2012-01-17 Thread David Nyman
On 17 January 2012 20:02, Bruno Marchal marc...@ulb.ac.be wrote:

 The consciousness is the same, but with different input bits. It *is* the
 relative indeterminacy, intrinsic to all computational state rich enough to
 code a relatively universal number.

 The question why here and now is a constant on all such computational
 states, except in some amnesic, dissociated or  contemplative mode, or in
 different attention mode. OK?

snip

 Please tell me if this helped, or if I miss something. Or if you would
 dislike comp for this, that happens, we are near to the understanding that
 personal identity is an illusion, somehow, and many dislike this.

Bruno, I have excerpted above the two pieces of your reply that most
make me think that we do agree on much, but haven't yet quite
succeeded in communicating the nuances of that agreement.  I've
certainly had the intuition, for much of my life, that personal
identity is an illusion in some sense, as my story about why am I me
and not you? was meant to convey.  So this is not really the issue.
I think perhaps that you are much more accustomed than I am to
thinking in mathematical and formal-logical terms, and hence there can
be some mutual difficulty in reconciling this point-for-point with my
perhaps more analogical style of thinking and expression.

My analogy to what you say is something like this.  In terms of the
comp framework, the present moment of DN equates to the selective
supervenience of consciousness on some non-distinguishable sub-class
of all possible computational states of the general class we
customarily call observer moments.  Such a primary selectivity
immediately results in the association of this moment (through
computational entanglement) with the class of states constituting
all possible memoires of DN.  It is this secondary association that
assembles a personal identity distinguishable as DN.  Consequently I
see the primary action of the supervenience relation as selective of
personal identity, but not wholly constitutive of it.  The
constitutive dimension seems to me to lie in the entanglements
discoverable through that primary selectivity.

I realise every time I think in this way that - especially, perhaps,
for you Bruno - it might appear to imply a sort of solipsistic
heresy.  It seems to say that something-or-other is acting on behalf
of everyone, but not at the same time.

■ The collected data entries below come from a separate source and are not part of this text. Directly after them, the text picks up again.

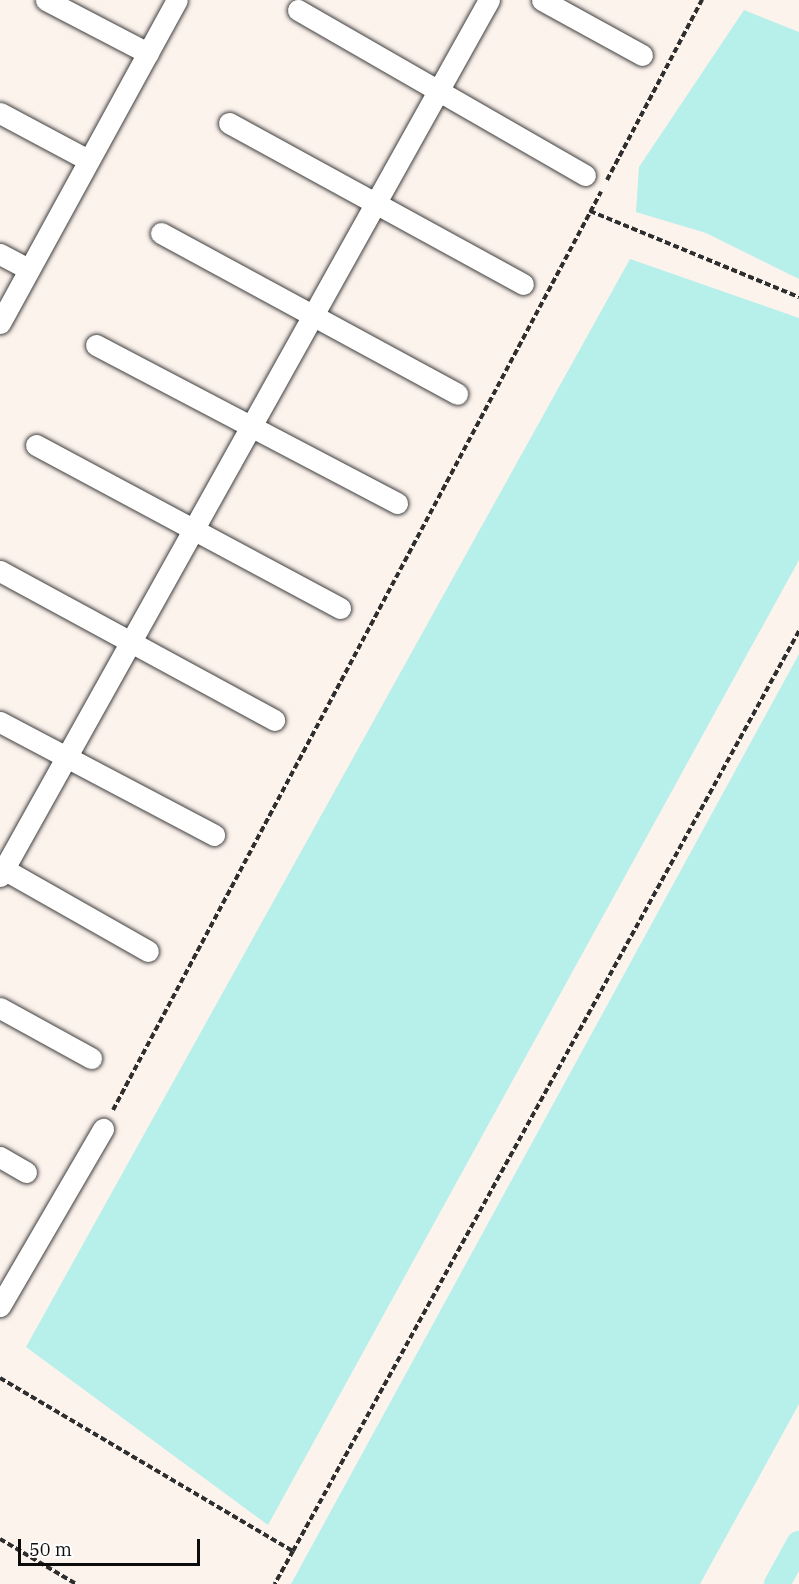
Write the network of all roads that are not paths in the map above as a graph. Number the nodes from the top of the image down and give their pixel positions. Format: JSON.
{"nodes":[{"id":1,"x":46,"y":0,"type":"edge"},
{"id":2,"x":177,"y":0,"type":"edge"},
{"id":3,"x":489,"y":0,"type":"edge"},
{"id":4,"x":542,"y":0,"type":"edge"},
{"id":5,"x":298,"y":10,"type":"dead end"},
{"id":6,"x":148,"y":53,"type":"junction"},
{"id":7,"x":642,"y":56,"type":"dead end"},
{"id":8,"x":438,"y":91,"type":"junction"},
{"id":9,"x":0,"y":113,"type":"edge"},
{"id":10,"x":229,"y":123,"type":"dead end"},
{"id":11,"x":88,"y":160,"type":"junction"},
{"id":12,"x":585,"y":175,"type":"dead end"},
{"id":13,"x":376,"y":203,"type":"junction"},
{"id":14,"x":161,"y":233,"type":"dead end"},
{"id":15,"x":0,"y":254,"type":"edge"},
{"id":16,"x":28,"y":269,"type":"junction"},
{"id":17,"x":524,"y":284,"type":"dead end"},
{"id":18,"x":313,"y":316,"type":"junction"},
{"id":19,"x":0,"y":323,"type":"edge"},
{"id":20,"x":96,"y":345,"type":"dead end"},
{"id":21,"x":457,"y":394,"type":"dead end"},
{"id":22,"x":251,"y":426,"type":"junction"},
{"id":23,"x":36,"y":446,"type":"dead end"},
{"id":24,"x":397,"y":503,"type":"dead end"},
{"id":25,"x":193,"y":530,"type":"junction"},
{"id":26,"x":0,"y":571,"type":"edge"},
{"id":27,"x":340,"y":608,"type":"dead end"},
{"id":28,"x":131,"y":642,"type":"junction"},
{"id":29,"x":274,"y":720,"type":"dead end"},
{"id":30,"x":0,"y":722,"type":"edge"},
{"id":31,"x":67,"y":757,"type":"junction"},
{"id":32,"x":214,"y":835,"type":"dead end"},
{"id":33,"x":1,"y":871,"type":"edge"},
{"id":34,"x":148,"y":951,"type":"dead end"},
{"id":35,"x":0,"y":1008,"type":"edge"},
{"id":36,"x":91,"y":1058,"type":"dead end"},
{"id":37,"x":103,"y":1129,"type":"road end"},
{"id":38,"x":0,"y":1157,"type":"edge"},
{"id":39,"x":26,"y":1172,"type":"dead end"},
{"id":40,"x":0,"y":1306,"type":"edge"}],
"edges":[{"from":1,"to":6,"type":"street"},
{"from":2,"to":6,"type":"street"},
{"from":3,"to":8,"type":"street"},
{"from":4,"to":7,"type":"street"},
{"from":5,"to":8,"type":"street"},
{"from":6,"to":11,"type":"street"},
{"from":8,"to":12,"type":"street"},
{"from":8,"to":13,"type":"street"},
{"from":9,"to":11,"type":"street"},
{"from":10,"to":13,"type":"street"},
{"from":11,"to":16,"type":"street"},
{"from":13,"to":17,"type":"street"},
{"from":13,"to":18,"type":"street"},
{"from":14,"to":18,"type":"street"},
{"from":15,"to":16,"type":"street"},
{"from":16,"to":19,"type":"street"},
{"from":18,"to":21,"type":"street"},
{"from":18,"to":22,"type":"street"},
{"from":20,"to":22,"type":"street"},
{"from":22,"to":24,"type":"street"},
{"from":22,"to":25,"type":"street"},
{"from":23,"to":25,"type":"street"},
{"from":25,"to":27,"type":"street"},
{"from":25,"to":28,"type":"street"},
{"from":26,"to":28,"type":"street"},
{"from":28,"to":29,"type":"street"},
{"from":28,"to":31,"type":"street"},
{"from":30,"to":31,"type":"street"},
{"from":31,"to":32,"type":"street"},
{"from":31,"to":33,"type":"street"},
{"from":33,"to":34,"type":"street"},
{"from":35,"to":36,"type":"street"},
{"from":37,"to":40,"type":"street"},
{"from":38,"to":39,"type":"street"}]}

The possibility of the
simultaneity of two mutually-exclusive conscious moments seems to be
excluded.  Of course, such mutual exclusion is quite consistent with -
indeed essential to - the memoire of DN, whose experiential coherence
is predicated on it.  And indeed, considered separately, it is
similarly consistent with other personal memoires, whose proper
entanglements distinguish them from each other and from that of DN.
If there is indeed a universal mind, it is one whose selective
attention precludes for one moment ALL other moments, quite
irrespective of the secondary association of that moment with some
memoire or other.

I've been thinking about this quite a lot recently.  I realise it is
only an analogy, and hopefully I may already have said enough for you
to comment and perhaps point out where I may be pushing analogy too
far or being naively literal.  However, these recent thoughts have
made me think again about why we might wrongly suppose our environment
to be populated by zombies (i.e. persons whose conscious states can't
be observed directly here-and-now) and even possibly a different way
of thinking about the significance of  MGA-type arguments (different
for me, that is).  However, I'll stop now, because I find that this
particular moment in the memoire of DN is a really weary one!

David


 On 17 Jan 2012, at 17:58, David Nyman wrote:

 On 17 January 2012 14:51, Bruno Marchal marc...@ulb.ac.be wrote:

 I think we are very close. And very close to Schroedinger intuition indeed.


 I think we are.  However, I'm still uncomfortable about the single
 glance.  I can see how one can talk about points of view in a 3p
 sense by, in effect, pointing to 3p entities and attributing 1p views
 to them.


 OK.




 However, as soon as one actually *adopts* the 1p stance, one
 becomes restricted to what we experience as a *succession* of
 personally-selected instances, mutually-exclusive of all other such
 instances.


 Not necessarily, but usually yes (I call that the struggle of life).

 In more contemplative mode, the emphasis on succession can drop.

 Computer-science theoretically, it is an indexical like I am the one in
 M.
 Observation select relative branch, and information bits are created.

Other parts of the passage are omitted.